What the exercise asks: Return the records verbatim.

[Available data Boundary: Start]

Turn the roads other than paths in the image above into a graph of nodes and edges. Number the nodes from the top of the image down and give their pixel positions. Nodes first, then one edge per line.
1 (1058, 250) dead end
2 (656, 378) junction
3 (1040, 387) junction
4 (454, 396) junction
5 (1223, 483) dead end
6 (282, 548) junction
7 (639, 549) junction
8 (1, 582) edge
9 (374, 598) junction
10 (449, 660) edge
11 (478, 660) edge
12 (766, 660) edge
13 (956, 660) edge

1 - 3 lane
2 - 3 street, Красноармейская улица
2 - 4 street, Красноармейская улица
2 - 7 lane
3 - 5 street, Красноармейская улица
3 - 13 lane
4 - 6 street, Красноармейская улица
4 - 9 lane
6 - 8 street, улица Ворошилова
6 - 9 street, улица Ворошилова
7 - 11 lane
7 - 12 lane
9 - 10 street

[Available data Boundary: End]

Response area:
Turn the roads other than paths in the image above into a graph of nodes and edges. Number the nodes from the top of the image down and give their pixel positions. Nodes first, then one edge per line.
1 (1058, 250) dead end
2 (656, 378) junction
3 (1040, 387) junction
4 (454, 396) junction
5 (1223, 483) dead end
6 (282, 548) junction
7 (639, 549) junction
8 (1, 582) edge
9 (374, 598) junction
10 (449, 660) edge
11 (478, 660) edge
12 (766, 660) edge
13 (956, 660) edge

1 - 3 lane
2 - 3 street, Красноармейская улица
2 - 4 street, Красноармейская улица
2 - 7 lane
3 - 5 street, Красноармейская улица
3 - 13 lane
4 - 6 street, Красноармейская улица
4 - 9 lane
6 - 8 street, улица Ворошилова
6 - 9 street, улица Ворошилова
7 - 11 lane
7 - 12 lane
9 - 10 street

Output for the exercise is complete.